**** DATASET CONTENT
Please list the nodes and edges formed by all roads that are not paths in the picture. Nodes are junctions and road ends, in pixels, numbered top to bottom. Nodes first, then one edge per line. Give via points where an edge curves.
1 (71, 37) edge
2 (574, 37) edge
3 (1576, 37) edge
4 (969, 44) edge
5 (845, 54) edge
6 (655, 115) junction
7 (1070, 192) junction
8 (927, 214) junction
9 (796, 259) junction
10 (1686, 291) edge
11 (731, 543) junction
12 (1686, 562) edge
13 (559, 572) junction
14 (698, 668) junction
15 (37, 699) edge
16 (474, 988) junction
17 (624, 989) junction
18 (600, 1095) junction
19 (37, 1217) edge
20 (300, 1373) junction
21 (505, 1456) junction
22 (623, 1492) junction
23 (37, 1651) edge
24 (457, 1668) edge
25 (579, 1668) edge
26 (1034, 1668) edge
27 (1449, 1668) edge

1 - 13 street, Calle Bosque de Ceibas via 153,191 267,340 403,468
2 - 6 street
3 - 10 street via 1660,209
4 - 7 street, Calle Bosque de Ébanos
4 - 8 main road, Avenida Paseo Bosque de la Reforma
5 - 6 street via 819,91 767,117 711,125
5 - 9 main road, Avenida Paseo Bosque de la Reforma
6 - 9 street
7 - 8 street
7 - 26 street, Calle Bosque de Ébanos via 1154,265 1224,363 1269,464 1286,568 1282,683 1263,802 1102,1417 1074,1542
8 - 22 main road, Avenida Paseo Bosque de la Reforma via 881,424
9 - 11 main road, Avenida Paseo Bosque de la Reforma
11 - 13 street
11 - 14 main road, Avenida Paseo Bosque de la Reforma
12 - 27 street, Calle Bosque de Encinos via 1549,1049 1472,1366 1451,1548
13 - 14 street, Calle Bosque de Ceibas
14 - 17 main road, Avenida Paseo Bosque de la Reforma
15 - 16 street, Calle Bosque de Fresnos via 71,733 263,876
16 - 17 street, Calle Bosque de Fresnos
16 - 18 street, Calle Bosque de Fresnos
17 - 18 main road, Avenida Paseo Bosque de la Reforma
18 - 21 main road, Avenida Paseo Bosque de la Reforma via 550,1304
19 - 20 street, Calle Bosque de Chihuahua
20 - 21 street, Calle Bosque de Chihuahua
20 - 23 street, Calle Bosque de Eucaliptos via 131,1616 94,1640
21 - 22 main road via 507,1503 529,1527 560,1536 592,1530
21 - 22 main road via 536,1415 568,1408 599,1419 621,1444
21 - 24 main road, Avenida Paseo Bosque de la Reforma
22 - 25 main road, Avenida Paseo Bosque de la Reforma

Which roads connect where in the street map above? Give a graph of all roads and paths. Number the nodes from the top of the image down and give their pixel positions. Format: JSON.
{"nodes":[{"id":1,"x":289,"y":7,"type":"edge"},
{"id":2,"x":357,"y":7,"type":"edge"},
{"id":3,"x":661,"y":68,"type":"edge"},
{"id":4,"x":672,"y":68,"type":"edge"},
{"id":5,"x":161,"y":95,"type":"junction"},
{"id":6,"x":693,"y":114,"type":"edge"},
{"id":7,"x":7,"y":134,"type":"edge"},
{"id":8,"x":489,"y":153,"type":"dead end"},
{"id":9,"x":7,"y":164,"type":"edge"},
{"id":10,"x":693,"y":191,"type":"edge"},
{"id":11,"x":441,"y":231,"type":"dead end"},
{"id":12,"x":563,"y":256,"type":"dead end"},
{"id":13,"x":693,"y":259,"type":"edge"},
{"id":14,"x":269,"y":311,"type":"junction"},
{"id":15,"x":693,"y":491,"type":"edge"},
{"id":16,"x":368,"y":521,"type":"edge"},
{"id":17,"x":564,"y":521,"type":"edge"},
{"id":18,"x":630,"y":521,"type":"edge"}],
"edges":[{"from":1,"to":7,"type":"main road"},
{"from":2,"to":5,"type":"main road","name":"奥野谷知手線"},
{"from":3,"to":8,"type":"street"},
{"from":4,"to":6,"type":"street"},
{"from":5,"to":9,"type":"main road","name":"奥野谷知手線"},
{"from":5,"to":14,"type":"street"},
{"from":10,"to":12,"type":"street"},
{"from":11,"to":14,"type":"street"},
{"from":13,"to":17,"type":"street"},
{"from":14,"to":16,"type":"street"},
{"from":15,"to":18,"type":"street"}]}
********
▸ **BRIEF**
Print each of the lines above again, unchanged.

▸ **ANSWER BOX**
Please list the nodes and edges formed by all roads that are not paths in the picture. Nodes are junctions and road ends, in pixels, numbered top to bottom. Nodes first, then one edge per line. Give via points where an edge curves.
1 (71, 37) edge
2 (574, 37) edge
3 (1576, 37) edge
4 (969, 44) edge
5 (845, 54) edge
6 (655, 115) junction
7 (1070, 192) junction
8 (927, 214) junction
9 (796, 259) junction
10 (1686, 291) edge
11 (731, 543) junction
12 (1686, 562) edge
13 (559, 572) junction
14 (698, 668) junction
15 (37, 699) edge
16 (474, 988) junction
17 (624, 989) junction
18 (600, 1095) junction
19 (37, 1217) edge
20 (300, 1373) junction
21 (505, 1456) junction
22 (623, 1492) junction
23 (37, 1651) edge
24 (457, 1668) edge
25 (579, 1668) edge
26 (1034, 1668) edge
27 (1449, 1668) edge

1 - 13 street, Calle Bosque de Ceibas via 153,191 267,340 403,468
2 - 6 street
3 - 10 street via 1660,209
4 - 7 street, Calle Bosque de Ébanos
4 - 8 main road, Avenida Paseo Bosque de la Reforma
5 - 6 street via 819,91 767,117 711,125
5 - 9 main road, Avenida Paseo Bosque de la Reforma
6 - 9 street
7 - 8 street
7 - 26 street, Calle Bosque de Ébanos via 1154,265 1224,363 1269,464 1286,568 1282,683 1263,802 1102,1417 1074,1542
8 - 22 main road, Avenida Paseo Bosque de la Reforma via 881,424
9 - 11 main road, Avenida Paseo Bosque de la Reforma
11 - 13 street
11 - 14 main road, Avenida Paseo Bosque de la Reforma
12 - 27 street, Calle Bosque de Encinos via 1549,1049 1472,1366 1451,1548
13 - 14 street, Calle Bosque de Ceibas
14 - 17 main road, Avenida Paseo Bosque de la Reforma
15 - 16 street, Calle Bosque de Fresnos via 71,733 263,876
16 - 17 street, Calle Bosque de Fresnos
16 - 18 street, Calle Bosque de Fresnos
17 - 18 main road, Avenida Paseo Bosque de la Reforma
18 - 21 main road, Avenida Paseo Bosque de la Reforma via 550,1304
19 - 20 street, Calle Bosque de Chihuahua
20 - 21 street, Calle Bosque de Chihuahua
20 - 23 street, Calle Bosque de Eucaliptos via 131,1616 94,1640
21 - 22 main road via 507,1503 529,1527 560,1536 592,1530
21 - 22 main road via 536,1415 568,1408 599,1419 621,1444
21 - 24 main road, Avenida Paseo Bosque de la Reforma
22 - 25 main road, Avenida Paseo Bosque de la Reforma

Which roads connect where in the street map above? Give a graph of all roads and paths. Number the nodes from the top of the image down and give their pixel positions. Format: JSON.
{"nodes":[{"id":1,"x":289,"y":7,"type":"edge"},
{"id":2,"x":357,"y":7,"type":"edge"},
{"id":3,"x":661,"y":68,"type":"edge"},
{"id":4,"x":672,"y":68,"type":"edge"},
{"id":5,"x":161,"y":95,"type":"junction"},
{"id":6,"x":693,"y":114,"type":"edge"},
{"id":7,"x":7,"y":134,"type":"edge"},
{"id":8,"x":489,"y":153,"type":"dead end"},
{"id":9,"x":7,"y":164,"type":"edge"},
{"id":10,"x":693,"y":191,"type":"edge"},
{"id":11,"x":441,"y":231,"type":"dead end"},
{"id":12,"x":563,"y":256,"type":"dead end"},
{"id":13,"x":693,"y":259,"type":"edge"},
{"id":14,"x":269,"y":311,"type":"junction"},
{"id":15,"x":693,"y":491,"type":"edge"},
{"id":16,"x":368,"y":521,"type":"edge"},
{"id":17,"x":564,"y":521,"type":"edge"},
{"id":18,"x":630,"y":521,"type":"edge"}],
"edges":[{"from":1,"to":7,"type":"main road"},
{"from":2,"to":5,"type":"main road","name":"奥野谷知手線"},
{"from":3,"to":8,"type":"street"},
{"from":4,"to":6,"type":"street"},
{"from":5,"to":9,"type":"main road","name":"奥野谷知手線"},
{"from":5,"to":14,"type":"street"},
{"from":10,"to":12,"type":"street"},
{"from":11,"to":14,"type":"street"},
{"from":13,"to":17,"type":"street"},
{"from":14,"to":16,"type":"street"},
{"from":15,"to":18,"type":"street"}]}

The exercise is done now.